ABOUT THIS EXERCISE | For the data below, the lines that hold "Perón" should be counted; only the resulting number is expected.
↓↓↓
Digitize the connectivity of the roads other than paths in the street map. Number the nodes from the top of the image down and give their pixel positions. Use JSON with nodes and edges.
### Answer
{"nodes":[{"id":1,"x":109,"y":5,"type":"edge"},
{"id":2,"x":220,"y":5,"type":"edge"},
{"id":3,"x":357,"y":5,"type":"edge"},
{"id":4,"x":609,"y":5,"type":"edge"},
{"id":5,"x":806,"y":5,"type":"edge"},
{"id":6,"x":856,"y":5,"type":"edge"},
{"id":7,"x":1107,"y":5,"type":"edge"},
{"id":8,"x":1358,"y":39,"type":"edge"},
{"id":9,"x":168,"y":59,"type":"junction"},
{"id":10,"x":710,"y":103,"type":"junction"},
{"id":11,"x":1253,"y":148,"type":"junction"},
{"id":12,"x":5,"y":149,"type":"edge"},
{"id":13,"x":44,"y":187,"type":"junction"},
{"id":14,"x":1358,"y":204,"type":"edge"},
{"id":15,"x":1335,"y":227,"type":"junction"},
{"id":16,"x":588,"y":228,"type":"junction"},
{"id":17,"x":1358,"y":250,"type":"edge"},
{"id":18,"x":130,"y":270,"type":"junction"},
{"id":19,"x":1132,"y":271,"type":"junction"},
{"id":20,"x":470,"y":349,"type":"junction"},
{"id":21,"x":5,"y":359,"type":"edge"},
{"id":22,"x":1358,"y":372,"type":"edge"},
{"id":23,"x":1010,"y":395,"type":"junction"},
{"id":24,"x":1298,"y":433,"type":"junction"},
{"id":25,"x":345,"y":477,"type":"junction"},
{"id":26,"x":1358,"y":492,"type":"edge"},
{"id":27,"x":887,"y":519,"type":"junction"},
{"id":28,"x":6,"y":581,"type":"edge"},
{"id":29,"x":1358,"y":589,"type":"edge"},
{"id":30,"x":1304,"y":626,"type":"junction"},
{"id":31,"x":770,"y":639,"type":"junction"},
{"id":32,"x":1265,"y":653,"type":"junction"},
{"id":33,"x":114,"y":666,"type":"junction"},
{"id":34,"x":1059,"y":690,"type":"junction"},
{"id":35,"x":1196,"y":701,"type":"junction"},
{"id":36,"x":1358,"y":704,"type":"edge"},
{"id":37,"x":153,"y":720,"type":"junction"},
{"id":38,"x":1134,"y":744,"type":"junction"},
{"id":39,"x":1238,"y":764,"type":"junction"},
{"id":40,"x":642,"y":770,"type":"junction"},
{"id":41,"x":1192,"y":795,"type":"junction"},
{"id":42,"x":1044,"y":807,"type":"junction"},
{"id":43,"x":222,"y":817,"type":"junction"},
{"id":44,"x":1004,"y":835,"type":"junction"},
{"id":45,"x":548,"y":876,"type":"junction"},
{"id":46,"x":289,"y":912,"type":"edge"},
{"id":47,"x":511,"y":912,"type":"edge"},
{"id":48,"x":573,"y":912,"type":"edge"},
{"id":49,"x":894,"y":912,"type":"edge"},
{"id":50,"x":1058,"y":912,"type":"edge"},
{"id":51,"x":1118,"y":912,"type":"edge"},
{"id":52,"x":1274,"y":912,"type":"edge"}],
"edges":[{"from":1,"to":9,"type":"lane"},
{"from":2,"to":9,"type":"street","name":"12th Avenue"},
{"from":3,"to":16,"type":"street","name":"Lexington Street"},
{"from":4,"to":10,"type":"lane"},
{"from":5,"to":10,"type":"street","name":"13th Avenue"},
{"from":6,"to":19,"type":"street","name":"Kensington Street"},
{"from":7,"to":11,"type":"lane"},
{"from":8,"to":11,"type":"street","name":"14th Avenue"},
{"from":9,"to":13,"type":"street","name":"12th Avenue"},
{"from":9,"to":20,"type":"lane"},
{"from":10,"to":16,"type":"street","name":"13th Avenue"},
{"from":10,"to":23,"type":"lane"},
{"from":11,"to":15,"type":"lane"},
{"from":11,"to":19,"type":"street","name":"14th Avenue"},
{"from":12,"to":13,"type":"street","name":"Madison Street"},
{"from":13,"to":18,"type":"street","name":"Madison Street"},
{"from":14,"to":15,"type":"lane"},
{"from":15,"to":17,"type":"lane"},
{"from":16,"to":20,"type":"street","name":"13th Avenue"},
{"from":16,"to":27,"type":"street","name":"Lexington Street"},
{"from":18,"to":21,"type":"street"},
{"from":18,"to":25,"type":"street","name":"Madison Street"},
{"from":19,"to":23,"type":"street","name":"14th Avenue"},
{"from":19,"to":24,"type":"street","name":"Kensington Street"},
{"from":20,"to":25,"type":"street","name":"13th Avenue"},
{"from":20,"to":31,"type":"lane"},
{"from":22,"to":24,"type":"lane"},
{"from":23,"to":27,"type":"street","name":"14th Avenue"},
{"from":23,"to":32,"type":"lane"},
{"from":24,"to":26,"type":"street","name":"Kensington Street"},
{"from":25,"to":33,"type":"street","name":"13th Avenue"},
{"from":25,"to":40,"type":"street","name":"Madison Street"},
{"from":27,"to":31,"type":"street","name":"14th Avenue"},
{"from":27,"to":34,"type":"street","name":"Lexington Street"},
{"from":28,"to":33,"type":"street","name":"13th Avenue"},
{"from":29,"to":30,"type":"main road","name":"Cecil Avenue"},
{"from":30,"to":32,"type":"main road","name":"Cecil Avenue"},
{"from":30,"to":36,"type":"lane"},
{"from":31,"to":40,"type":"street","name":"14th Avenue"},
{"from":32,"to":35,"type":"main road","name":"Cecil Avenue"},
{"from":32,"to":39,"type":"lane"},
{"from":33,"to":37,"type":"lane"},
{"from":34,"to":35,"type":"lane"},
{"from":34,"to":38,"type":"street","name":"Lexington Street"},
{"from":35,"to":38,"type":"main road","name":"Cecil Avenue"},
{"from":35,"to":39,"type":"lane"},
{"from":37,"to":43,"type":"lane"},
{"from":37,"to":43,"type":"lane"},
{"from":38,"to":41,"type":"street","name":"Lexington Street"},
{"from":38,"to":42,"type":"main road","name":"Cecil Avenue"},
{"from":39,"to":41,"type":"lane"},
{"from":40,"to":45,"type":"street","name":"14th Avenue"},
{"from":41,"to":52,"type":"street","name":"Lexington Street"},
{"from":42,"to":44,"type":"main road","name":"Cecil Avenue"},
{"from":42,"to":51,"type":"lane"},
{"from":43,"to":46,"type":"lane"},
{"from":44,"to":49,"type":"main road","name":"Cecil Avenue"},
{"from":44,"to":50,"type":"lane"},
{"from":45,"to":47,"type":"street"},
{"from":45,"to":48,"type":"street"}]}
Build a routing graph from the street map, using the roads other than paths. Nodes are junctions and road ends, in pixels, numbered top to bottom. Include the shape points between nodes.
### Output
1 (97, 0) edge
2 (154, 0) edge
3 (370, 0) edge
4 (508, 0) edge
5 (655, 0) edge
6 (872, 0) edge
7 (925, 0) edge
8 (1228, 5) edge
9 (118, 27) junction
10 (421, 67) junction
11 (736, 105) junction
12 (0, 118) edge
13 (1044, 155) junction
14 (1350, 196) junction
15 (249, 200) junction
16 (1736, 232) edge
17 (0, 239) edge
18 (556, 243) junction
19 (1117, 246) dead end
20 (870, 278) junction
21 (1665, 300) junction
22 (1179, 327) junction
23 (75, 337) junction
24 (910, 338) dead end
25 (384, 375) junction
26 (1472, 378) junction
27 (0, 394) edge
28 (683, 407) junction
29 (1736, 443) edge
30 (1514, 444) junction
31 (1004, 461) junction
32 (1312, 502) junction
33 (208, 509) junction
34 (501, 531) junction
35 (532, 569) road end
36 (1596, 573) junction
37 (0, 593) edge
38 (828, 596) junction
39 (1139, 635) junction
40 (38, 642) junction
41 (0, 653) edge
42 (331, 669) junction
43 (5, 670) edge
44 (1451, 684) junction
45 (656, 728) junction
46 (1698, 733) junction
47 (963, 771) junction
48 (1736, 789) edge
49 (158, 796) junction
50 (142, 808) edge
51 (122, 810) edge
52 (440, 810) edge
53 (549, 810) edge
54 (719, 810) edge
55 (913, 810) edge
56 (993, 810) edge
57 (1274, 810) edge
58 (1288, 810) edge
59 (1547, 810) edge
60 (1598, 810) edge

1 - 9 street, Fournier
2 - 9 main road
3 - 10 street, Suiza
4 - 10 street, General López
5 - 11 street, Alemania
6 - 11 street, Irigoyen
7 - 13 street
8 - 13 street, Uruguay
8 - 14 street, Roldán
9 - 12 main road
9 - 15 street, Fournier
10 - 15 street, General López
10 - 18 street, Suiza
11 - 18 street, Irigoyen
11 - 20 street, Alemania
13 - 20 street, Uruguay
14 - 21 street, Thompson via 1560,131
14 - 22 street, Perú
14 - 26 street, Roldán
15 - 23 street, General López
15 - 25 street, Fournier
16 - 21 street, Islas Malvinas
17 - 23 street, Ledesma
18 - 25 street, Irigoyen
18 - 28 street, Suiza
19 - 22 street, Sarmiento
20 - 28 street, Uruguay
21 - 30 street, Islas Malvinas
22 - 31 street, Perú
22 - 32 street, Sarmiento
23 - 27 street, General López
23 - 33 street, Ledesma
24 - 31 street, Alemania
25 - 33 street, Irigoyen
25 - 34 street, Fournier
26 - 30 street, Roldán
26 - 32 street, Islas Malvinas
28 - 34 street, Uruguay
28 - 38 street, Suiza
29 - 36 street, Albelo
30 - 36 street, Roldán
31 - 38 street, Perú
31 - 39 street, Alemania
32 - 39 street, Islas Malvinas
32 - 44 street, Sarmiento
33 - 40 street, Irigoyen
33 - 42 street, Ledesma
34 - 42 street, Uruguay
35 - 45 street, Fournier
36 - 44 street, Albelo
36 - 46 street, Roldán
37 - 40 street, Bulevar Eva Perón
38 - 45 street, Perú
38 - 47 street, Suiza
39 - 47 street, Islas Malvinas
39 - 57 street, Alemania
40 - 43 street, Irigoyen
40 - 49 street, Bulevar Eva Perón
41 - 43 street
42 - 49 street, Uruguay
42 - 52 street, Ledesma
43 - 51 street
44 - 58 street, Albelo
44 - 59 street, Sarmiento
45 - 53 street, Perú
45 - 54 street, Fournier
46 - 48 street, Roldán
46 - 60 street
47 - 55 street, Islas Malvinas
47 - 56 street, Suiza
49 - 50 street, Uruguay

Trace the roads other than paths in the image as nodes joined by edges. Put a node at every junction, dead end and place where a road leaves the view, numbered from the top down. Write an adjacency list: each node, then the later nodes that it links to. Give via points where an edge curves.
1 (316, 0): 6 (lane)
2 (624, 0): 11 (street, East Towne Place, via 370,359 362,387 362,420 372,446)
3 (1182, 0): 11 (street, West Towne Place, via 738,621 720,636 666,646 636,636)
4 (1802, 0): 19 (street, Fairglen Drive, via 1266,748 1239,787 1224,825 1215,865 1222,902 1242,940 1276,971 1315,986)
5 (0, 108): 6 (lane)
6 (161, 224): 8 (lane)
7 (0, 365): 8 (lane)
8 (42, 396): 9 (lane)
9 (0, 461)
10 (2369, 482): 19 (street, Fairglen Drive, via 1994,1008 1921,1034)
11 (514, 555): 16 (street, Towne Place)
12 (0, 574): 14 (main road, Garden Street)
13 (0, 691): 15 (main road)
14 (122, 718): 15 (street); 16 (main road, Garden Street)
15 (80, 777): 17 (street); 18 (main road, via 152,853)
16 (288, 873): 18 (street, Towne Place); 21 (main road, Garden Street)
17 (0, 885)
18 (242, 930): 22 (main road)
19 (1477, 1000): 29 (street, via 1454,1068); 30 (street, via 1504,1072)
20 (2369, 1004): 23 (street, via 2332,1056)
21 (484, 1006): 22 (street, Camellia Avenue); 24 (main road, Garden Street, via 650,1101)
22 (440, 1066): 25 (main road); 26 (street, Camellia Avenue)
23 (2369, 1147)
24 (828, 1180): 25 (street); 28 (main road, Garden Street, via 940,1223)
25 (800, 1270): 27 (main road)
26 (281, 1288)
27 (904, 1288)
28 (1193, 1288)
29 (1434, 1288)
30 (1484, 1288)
↑↑↑
WORKED SOLUTION | 2